Header image  
LOS PÁJAROS DEL AMOR  
  INICIO  
   
 

Pájaro de compañía

 

Existen algunas cosas de las que debemos tomar consciencia para mantener a nuestro pájaro sano, feliz y contento.

Lo primero a considerar es el punto en que deberemos colocar la jaula de nuestro amigo. Es una buena idea el que esté en un lugar desde el que pueda observar el movimiento cotidiano del hogar. También, es preciso que reciba luz natural, pero no directamente frente a una puerta o una ventana. Deberemos asimismo extremar el cuidado para que no quede expuesta a la acción de corrientes de aire ya que ello puede ser causa de que nuestro pájaro enferme, provocándole resfriados y asma. No dejemos la jaula a pleno sol durante todo el día ni tampoco conviene que la instalemos en la cocina. Los humos constantes no son saludables y además es un lugar peligroso.

Si nuestro agapornis se encuentra fuera de la jaula, asegurémonos de que no hay otros animales domésticos por los alrededores. El primer impulso de cualquier perro o gato será el de perseguirlo y tratar de capturarlo.

A los agapornis les gusta irse a dormir tan pronto como se ha puesto el sol y levantarse en cuanto amanece.

Los pájaros de compañía instalados en el interior de una vivienda no son tan resistentes como los que están alojados en una pajarera.

No olvidemos dotar la jaula con los elementos esenciales, tales como recipientes para la comida y el agua, unas perchas apropiadas de diferentes diámetros ya sea bajo forma de ramas naturales de árbol como por ejemplo de sauce o bien cilindros torneados, un columpio y algunos juguetes.
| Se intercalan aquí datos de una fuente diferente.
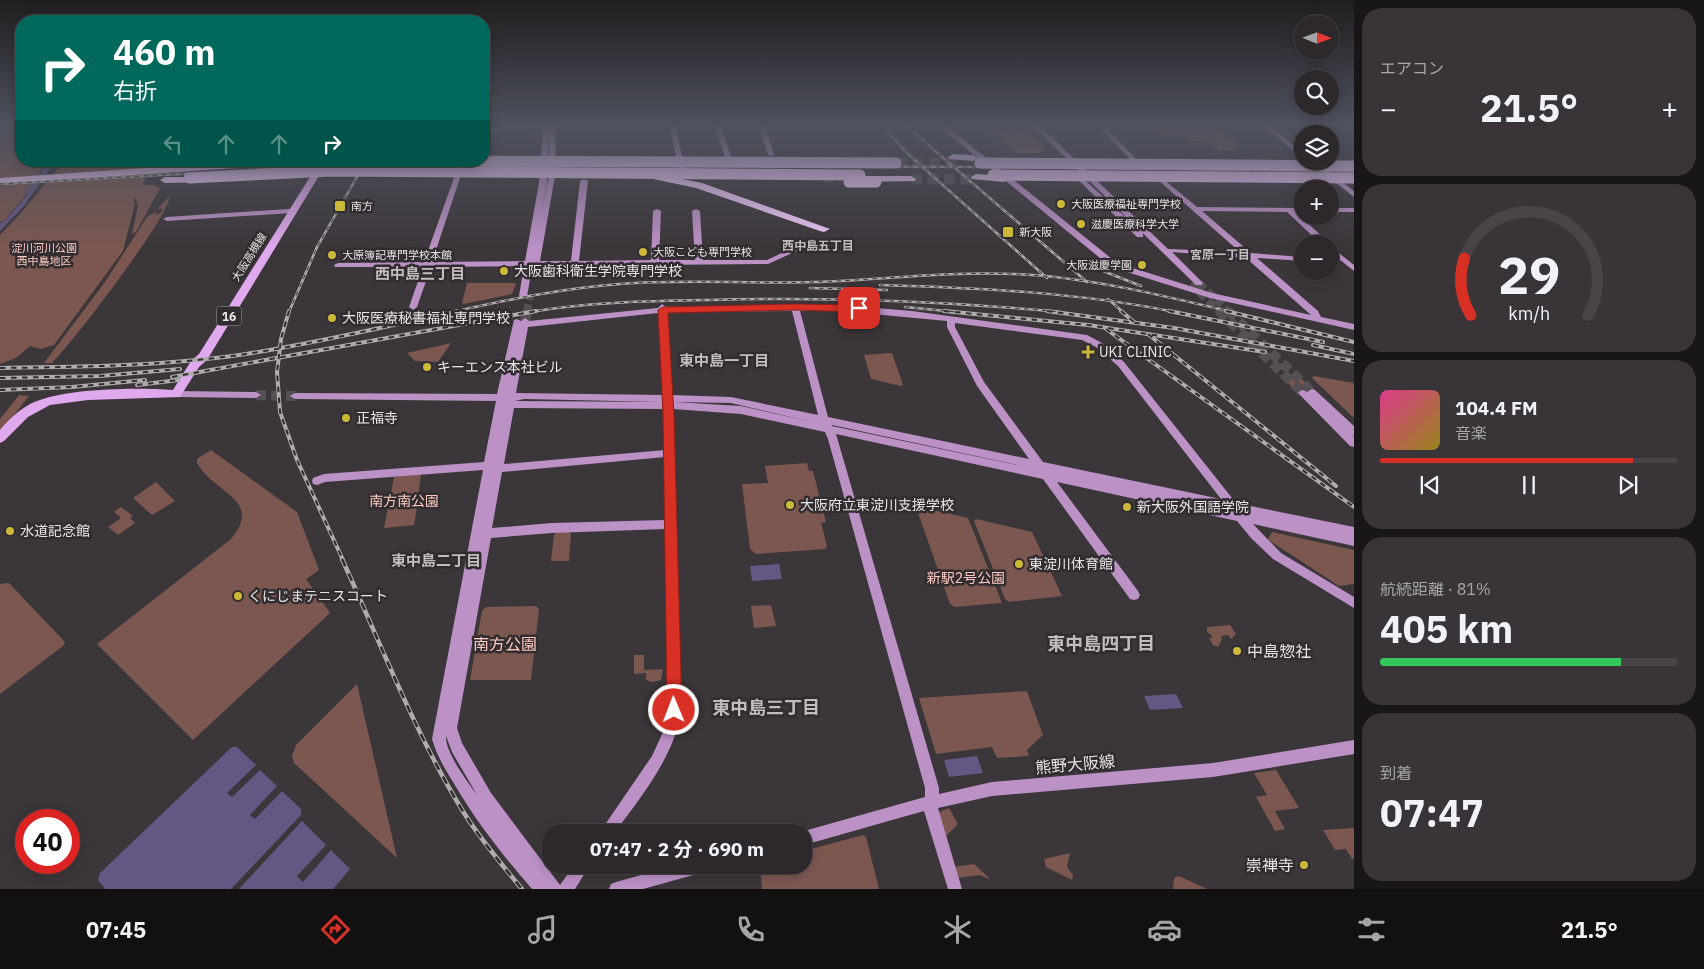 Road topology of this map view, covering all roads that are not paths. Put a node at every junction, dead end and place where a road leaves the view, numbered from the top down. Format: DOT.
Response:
graph roads {
  1 [pos="549,165"];
  2 [pos="681,165"];
  3 [pos="705,165"];
  4 [pos="990,165"];
  5 [pos="1072,165"];
  6 [pos="1253,165"];
  7 [pos="1354,166"];
  8 [pos="212,167"];
  9 [pos="252,167"];
  10 [pos="313,167"];
  11 [pos="317,167"];
  12 [pos="317,167"];
  13 [pos="351,167"];
  14 [pos="1323,170"];
  15 [pos="548,173"];
  16 [pos="116,174"];
  17 [pos="458,175"];
  18 [pos="896,175"];
  19 [pos="581,177"];
  20 [pos="682,177"];
  21 [pos="1354,178"];
  22 [pos="1086,179"];
  23 [pos="1160,179"];
  24 [pos="165,180"];
  25 [pos="872,180"];
  26 [pos="1336,180"];
  27 [pos="0,181"];
  28 [pos="1339,182"];
  29 [pos="0,190"];
  30 [pos="1354,195"];
  31 [pos="1195,209"];
  32 [pos="696,210"];
  33 [pos="1289,210"];
  34 [pos="1294,210"];
  35 [pos="1339,210"];
  36 [pos="1354,210"];
  37 [pos="288,211"];
  38 [pos="657,211"];
  39 [pos="168,219"];
  40 [pos="824,229"];
  41 [pos="1316,235"];
  42 [pos="806,245"];
  43 [pos="1171,250"];
  44 [pos="1247,254"];
  45 [pos="1339,254"];
  46 [pos="1294,258"];
  47 [pos="699,262"];
  48 [pos="1350,262"];
  49 [pos="532,263"];
  50 [pos="575,263"];
  51 [pos="655,263"];
  52 [pos="427,264"];
  53 [pos="338,265"];
  54 [pos="1354,269"];
  55 [pos="1195,284"];
  56 [pos="526,295"];
  57 [pos="412,307"];
  58 [pos="795,307"];
  59 [pos="663,308"];
  60 [pos="1317,319"];
  61 [pos="951,320"];
  62 [pos="1354,327"];
  63 [pos="195,364"];
  64 [pos="176,394"];
  65 [pos="256,395"];
  66 [pos="76,396"];
  67 [pos="295,396"];
  68 [pos="507,400"];
  69 [pos="668,403"];
  70 [pos="826,424"];
  71 [pos="1354,432"];
  72 [pos="0,438"];
  73 [pos="1354,442"];
  74 [pos="0,445"];
  75 [pos="670,452"];
  76 [pos="493,467"];
  77 [pos="1042,470"];
  78 [pos="317,481"];
  79 [pos="1229,505"];
  80 [pos="1239,517"];
  81 [pos="671,524"];
  82 [pos="1354,532"];
  83 [pos="481,534"];
  84 [pos="1354,541"];
  85 [pos="1134,595"];
  86 [pos="1354,603"];
  87 [pos="1354,747"];
  88 [pos="932,802"];
  89 [pos="613,824"];
  90 [pos="812,836"];
  91 [pos="577,874"];
  92 [pos="671,874"];
  93 [pos="542,889"];
  94 [pos="554,889"];
  95 [pos="566,889"];
  96 [pos="616,889"];
  97 [pos="956,889"];
  1 -- 15 [label="street"];
  2 -- 20 [label="street"];
  3 -- 25 [label="highway, bridge"];
  4 -- 60 [label="street"];
  5 -- 22 [label="street"];
  6 -- 7 [label="highway, bridge"];
  8 -- 16 [label="highway"];
  9 -- 16 [label="highway"];
  10 -- 24 [label="highway, bridge"];
  11 -- 37 [label="main road, 大阪高槻線 / 16"];
  12 -- 63 [label="main road, 大阪高槻線 / 16"];
  13 -- 15 [label="highway"];
  14 -- 26 [label="street"];
  15 -- 20 [label="highway"];
  15 -- 49 [label="street"];
  16 -- 27 [label="highway"];
  17 -- 52 [label="street"];
  18 -- 19 [label="highway, bridge"];
  18 -- 25 [label="highway"];
  18 -- 25 [label="highway"];
  19 -- 24 [label="highway, bridge"];
  19 -- 40 [label="highway, bridge"];
  19 -- 50 [label="street"];
  20 -- 25 [label="highway, bridge"];
  21 -- 22 [label="highway, bridge"];
  21 -- 26 [label="highway"];
  22 -- 23 [label="highway"];
  22 -- 55 [label="street"];
  23 -- 26 [label="highway"];
  23 -- 31 [label="street"];
  24 -- 29 [label="highway"];
  28 -- 30 [label="street"];
  31 -- 33 [label="street"];
  31 -- 44 [label="street"];
  32 -- 47 [label="street"];
  33 -- 34 [label="street"];
  33 -- 41 [label="street"];
  35 -- 36 [label="street"];
  37 -- 39 [label="street"];
  37 -- 63 [label="main road, 大阪高槻線 / 16"];
  38 -- 51 [label="street"];
  42 -- 47 [label="street"];
  43 -- 44 [label="street"];
  44 -- 46 [label="street"];
  44 -- 60 [label="street"];
  45 -- 48 [label="street"];
  47 -- 51 [label="street"];
  48 -- 54 [label="street"];
  49 -- 50 [label="street"];
  49 -- 52 [label="street"];
  49 -- 56 [label="street"];
  50 -- 51 [label="street"];
  52 -- 53 [label="street"];
  52 -- 57 [label="street"];
  58 -- 59 [label="street"];
  58 -- 61 [label="street"];
  58 -- 70 [label="street"];
  59 -- 68 [label="street"];
  59 -- 69 [label="street"];
  60 -- 62 [label="street"];
  61 -- 77 [label="street"];
  61 -- 79 [label="street"];
  63 -- 64 [label="main road, 大阪高槻線 / 16"];
  64 -- 65 [label="street"];
  64 -- 66 [label="main road"];
  66 -- 72 [label="main road"];
  66 -- 74 [label="main road"];
  67 -- 68 [label="street"];
  68 -- 69 [label="street"];
  68 -- 76 [label="street"];
  69 -- 70 [label="street"];
  69 -- 75 [label="street"];
  70 -- 77 [label="street"];
  70 -- 88 [label="street"];
  71 -- 73 [label="street"];
  75 -- 76 [label="street"];
  75 -- 81 [label="street"];
  76 -- 78 [label="street"];
  76 -- 83 [label="street"];
  77 -- 79 [label="street"];
  77 -- 80 [label="street"];
  77 -- 85 [label="street"];
  79 -- 80 [label="street"];
  79 -- 82 [label="street"];
  80 -- 84 [label="street"];
  80 -- 86 [label="street"];
  81 -- 83 [label="street"];
  81 -- 89 [label="street"];
  83 -- 93 [label="street"];
  83 -- 94 [label="street"];
  87 -- 88 [label="street, 熊野大阪線"];
  88 -- 90 [label="street, 熊野大阪線"];
  88 -- 97 [label="street"];
  91 -- 95 [label="street"];
  92 -- 96 [label="street"];
} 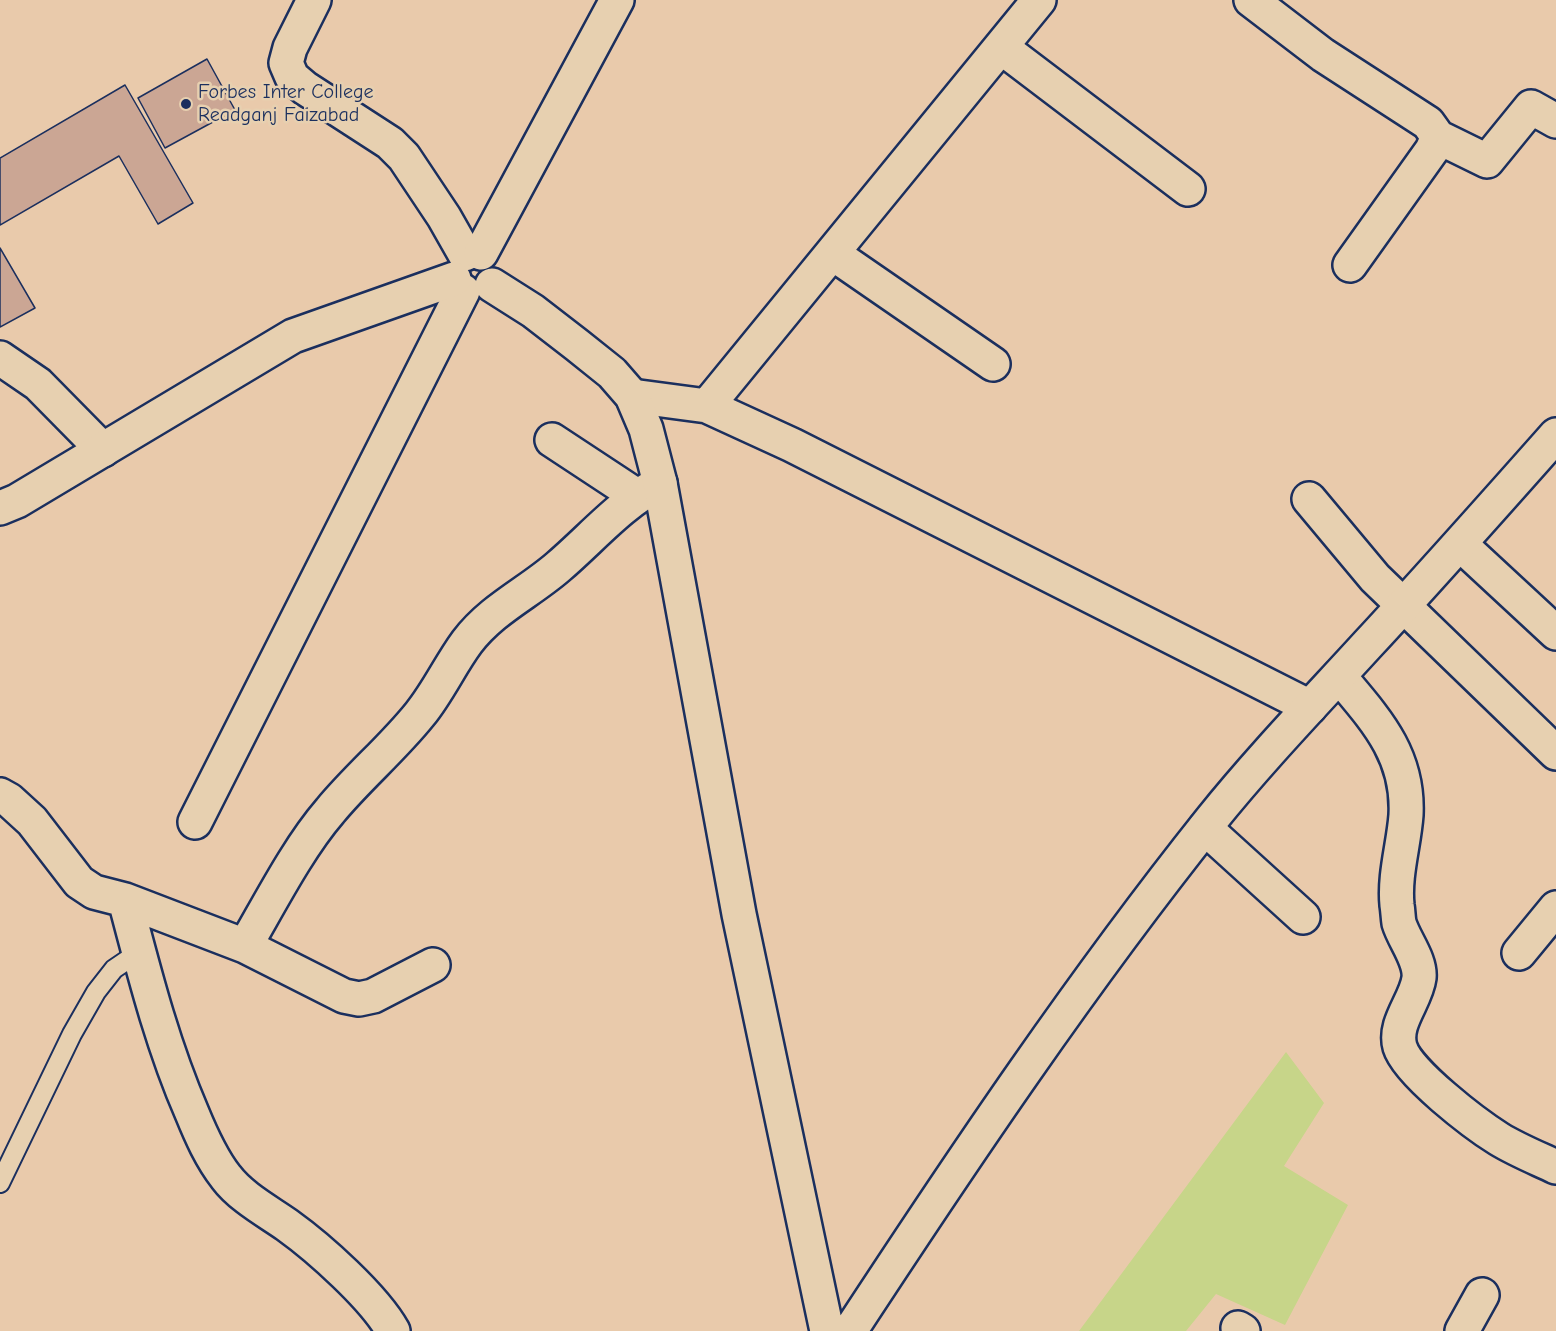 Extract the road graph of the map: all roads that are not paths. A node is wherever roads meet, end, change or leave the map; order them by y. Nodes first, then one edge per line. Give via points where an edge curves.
1 (314, 0) edge
2 (617, 0) edge
3 (1039, 0) edge
4 (1251, 0) edge
5 (1001, 47) junction
6 (1556, 121) edge
7 (1438, 137) junction
8 (1188, 189) dead end
9 (832, 253) junction
10 (1350, 265) dead end
11 (471, 272) junction
12 (0, 358) edge
13 (993, 364) dead end
14 (632, 396) junction
15 (707, 406) junction
16 (1556, 435) edge
17 (552, 440) dead end
18 (103, 450) junction
19 (649, 490) junction
20 (1309, 499) dead end
21 (0, 508) edge
22 (1460, 544) junction
23 (1403, 606) junction
24 (1556, 633) edge
25 (1339, 676) junction
26 (1310, 707) junction
27 (1556, 753) edge
28 (0, 795) edge
29 (195, 822) dead end
30 (1205, 828) junction
31 (125, 900) junction
32 (1556, 908) edge
33 (1303, 917) dead end
34 (245, 946) junction
35 (139, 952) junction
36 (1519, 953) dead end
37 (433, 965) dead end
38 (1556, 1167) edge
39 (0, 1183) edge
40 (1482, 1295) dead end
41 (393, 1331) edge
42 (827, 1331) edge
43 (850, 1331) edge
44 (1461, 1331) edge

1 - 11 street via 290,48 286,63 292,77 390,143 404,157 444,217
2 - 11 street
3 - 5 street
4 - 7 street via 1323,55 1428,123
5 - 8 street
5 - 9 street
6 - 7 street via 1531,107 1487,161
7 - 10 street
9 - 13 street
9 - 15 street
11 - 14 street via 533,311 612,373
11 - 18 street via 293,336
11 - 29 street
12 - 18 street via 38,384
14 - 15 street
14 - 19 street via 646,429
15 - 26 street via 792,445
16 - 22 street
17 - 19 street
18 - 21 street
19 - 34 street via 612,516 559,567 483,624 401,738 329,811
19 - 42 street
20 - 23 street
22 - 23 street
22 - 24 street
23 - 25 street
23 - 27 street
25 - 26 street
25 - 38 street via 1371,714 1403,771 1406,813 1396,897 1399,922 1419,977 1399,1030 1400,1047 1413,1069 1440,1094 1499,1139
26 - 30 street
28 - 31 street via 32,821 79,882 94,892
30 - 33 street
30 - 43 street via 1092,975
31 - 34 street
31 - 35 street
32 - 36 street
34 - 37 street via 344,996 359,999 374,996
35 - 39 lane via 114,969 96,992
35 - 41 street via 180,1086 206,1146 226,1178 308,1241 358,1288
40 - 44 street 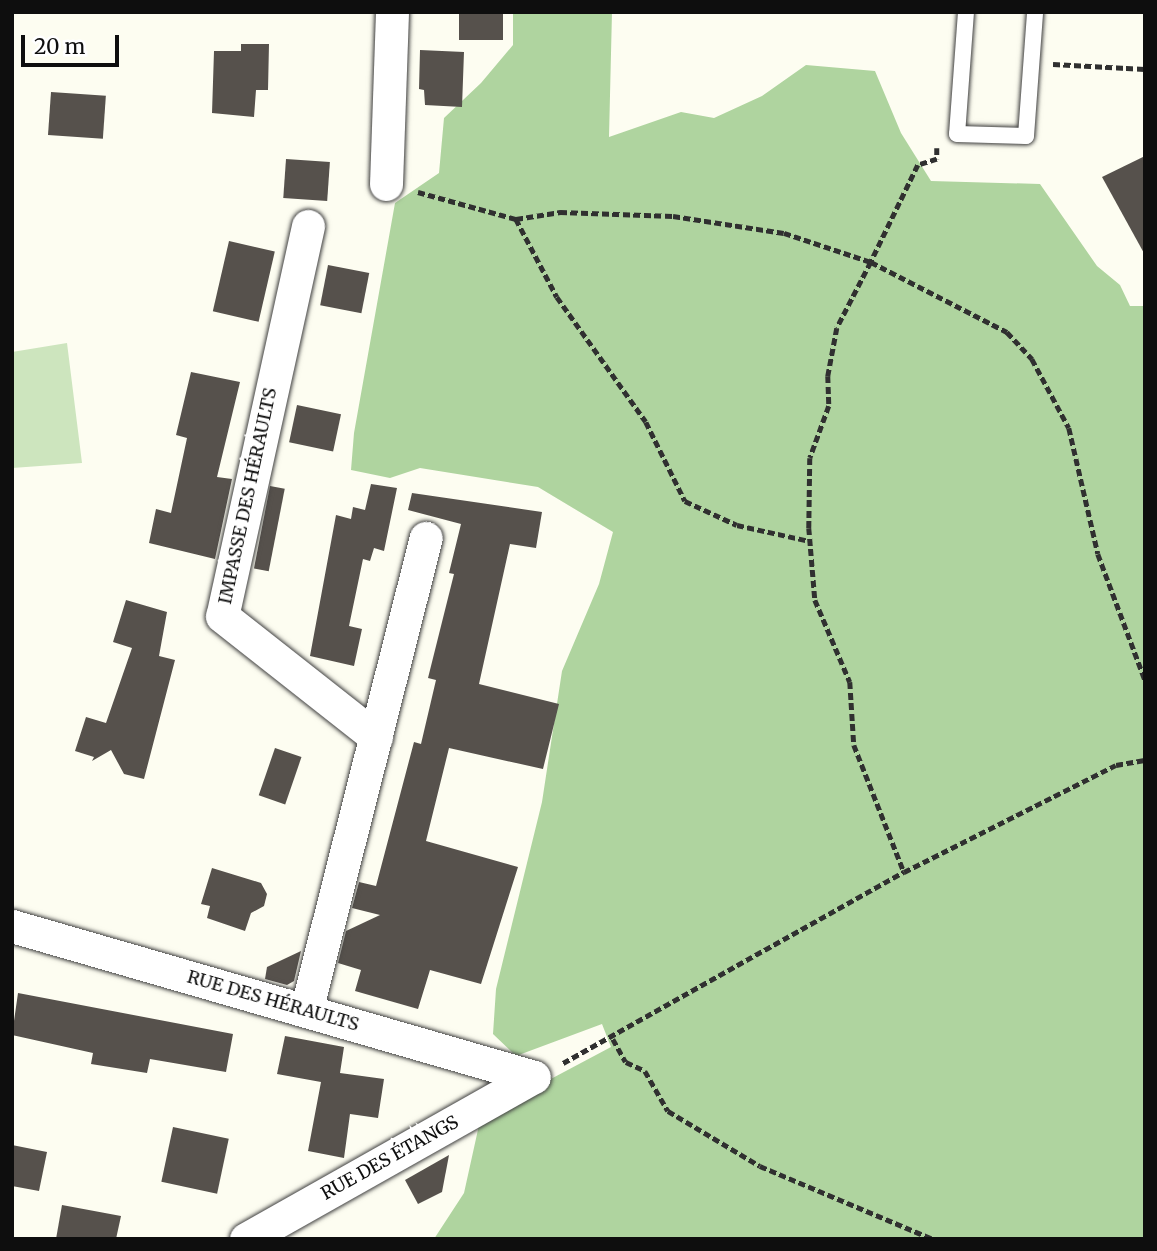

Adoptemos precauciones respecto a las plantas de interior con las que nuestro amigo pueda entrar en contacto, pues la mayoría de ellas son tóxicas.

Si reciben los cuidados apropiados, nuestros pájaros permanecerán sanos y se mostrarán contentos.

Una vez en casa, dejemos que el pájaro se habitúe a su nuevo entorno manteniéndolo dentro de la jaula durante una o dos semanas por lo menos hasta que coma bien y no dé muestras de nerviosismo o estrés. Por la noche debemos cubrir la jaula para proporcionarle un espacio de tiempo tranquilo durante el cual pueda descansar sin ser molestado.

Si se encuentra fuera de la jaula, las ventanas deben permanecer cerradas y preferiblemente cubiertas con cortinas o persianas para evitar que en su vuelo choque contra los cristales y se lastime.

No constituye una buena idea sacar a nuestro agapornis al aire libre si no es dentro de la jaula. Incluso con las alas recortadas, cabe que sople un viento favorable y lo lleve bastante lejos como para caer en plena calle o en el jardín del vecino donde puede haber un perro o un gato en libertad.

Cabe que deseemos sacar a nuestro pájaro al aire libre en primavera y verano para que tome el fresco o el sol. Si así lo decidimos, coloquemos la jaula en un lugar seguro en el que pueda ponerse a la sombra si el sol es demasiado fuerte.
Estos pájaros no son habladores, pero si disponemos del tiempo y la paciencia necesarios podemos adiestrarlos para que ejecuten diversos juegos.
Asegurémonos de no dejar al pájaro fuera sin vigilar. Se trata de un ser dotado de gran curiosidad que indudablemente lo investigará todo. Le gusta roer y por ello deberemos procurar que no entre en contacto con nuestros muebles o cualquier otro objeto de madera y tampoco se aproxime a ningún cable eléctrico.

El ejercicio es muy importante. Nuestro agapornis habrá de disponer de tiempo libre fuera de la jaula. Podemos adquirir diferentes multijuegos para estimular su actividad.